PROBLEM DESCRIPTION
Please give an exact transcription of the records shown below.

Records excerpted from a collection
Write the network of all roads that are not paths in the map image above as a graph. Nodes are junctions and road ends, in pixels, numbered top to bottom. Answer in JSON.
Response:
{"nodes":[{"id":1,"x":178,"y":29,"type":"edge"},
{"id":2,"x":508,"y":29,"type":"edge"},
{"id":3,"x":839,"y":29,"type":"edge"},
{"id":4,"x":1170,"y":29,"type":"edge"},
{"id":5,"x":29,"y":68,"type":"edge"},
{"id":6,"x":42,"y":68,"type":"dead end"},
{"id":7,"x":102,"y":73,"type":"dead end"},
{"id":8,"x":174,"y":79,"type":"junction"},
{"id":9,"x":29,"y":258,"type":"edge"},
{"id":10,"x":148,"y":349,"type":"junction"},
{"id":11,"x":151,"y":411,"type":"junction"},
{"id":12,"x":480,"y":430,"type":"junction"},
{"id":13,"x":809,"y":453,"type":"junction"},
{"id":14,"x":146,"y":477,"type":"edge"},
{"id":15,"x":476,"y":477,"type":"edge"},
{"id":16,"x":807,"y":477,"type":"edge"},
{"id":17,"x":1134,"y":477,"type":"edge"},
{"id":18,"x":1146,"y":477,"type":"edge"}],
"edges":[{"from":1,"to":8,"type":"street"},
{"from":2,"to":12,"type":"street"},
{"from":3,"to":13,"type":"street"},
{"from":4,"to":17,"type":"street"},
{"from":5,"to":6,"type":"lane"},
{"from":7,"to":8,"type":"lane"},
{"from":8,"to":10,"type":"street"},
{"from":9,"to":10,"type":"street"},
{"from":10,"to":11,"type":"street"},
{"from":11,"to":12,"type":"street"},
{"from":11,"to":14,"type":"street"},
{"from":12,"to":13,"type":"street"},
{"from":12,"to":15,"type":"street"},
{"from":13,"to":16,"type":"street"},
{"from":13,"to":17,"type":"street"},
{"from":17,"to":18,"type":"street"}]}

OUTPUT FOR THIS TASK
Write the network of all roads that are not paths in the map image above as a graph. Nodes are junctions and road ends, in pixels, numbered top to bottom. Answer in JSON.
Response:
{"nodes":[{"id":1,"x":178,"y":29,"type":"edge"},
{"id":2,"x":508,"y":29,"type":"edge"},
{"id":3,"x":839,"y":29,"type":"edge"},
{"id":4,"x":1170,"y":29,"type":"edge"},
{"id":5,"x":29,"y":68,"type":"edge"},
{"id":6,"x":42,"y":68,"type":"dead end"},
{"id":7,"x":102,"y":73,"type":"dead end"},
{"id":8,"x":174,"y":79,"type":"junction"},
{"id":9,"x":29,"y":258,"type":"edge"},
{"id":10,"x":148,"y":349,"type":"junction"},
{"id":11,"x":151,"y":411,"type":"junction"},
{"id":12,"x":480,"y":430,"type":"junction"},
{"id":13,"x":809,"y":453,"type":"junction"},
{"id":14,"x":146,"y":477,"type":"edge"},
{"id":15,"x":476,"y":477,"type":"edge"},
{"id":16,"x":807,"y":477,"type":"edge"},
{"id":17,"x":1134,"y":477,"type":"edge"},
{"id":18,"x":1146,"y":477,"type":"edge"}],
"edges":[{"from":1,"to":8,"type":"street"},
{"from":2,"to":12,"type":"street"},
{"from":3,"to":13,"type":"street"},
{"from":4,"to":17,"type":"street"},
{"from":5,"to":6,"type":"lane"},
{"from":7,"to":8,"type":"lane"},
{"from":8,"to":10,"type":"street"},
{"from":9,"to":10,"type":"street"},
{"from":10,"to":11,"type":"street"},
{"from":11,"to":12,"type":"street"},
{"from":11,"to":14,"type":"street"},
{"from":12,"to":13,"type":"street"},
{"from":12,"to":15,"type":"street"},
{"from":13,"to":16,"type":"street"},
{"from":13,"to":17,"type":"street"},
{"from":17,"to":18,"type":"street"}]}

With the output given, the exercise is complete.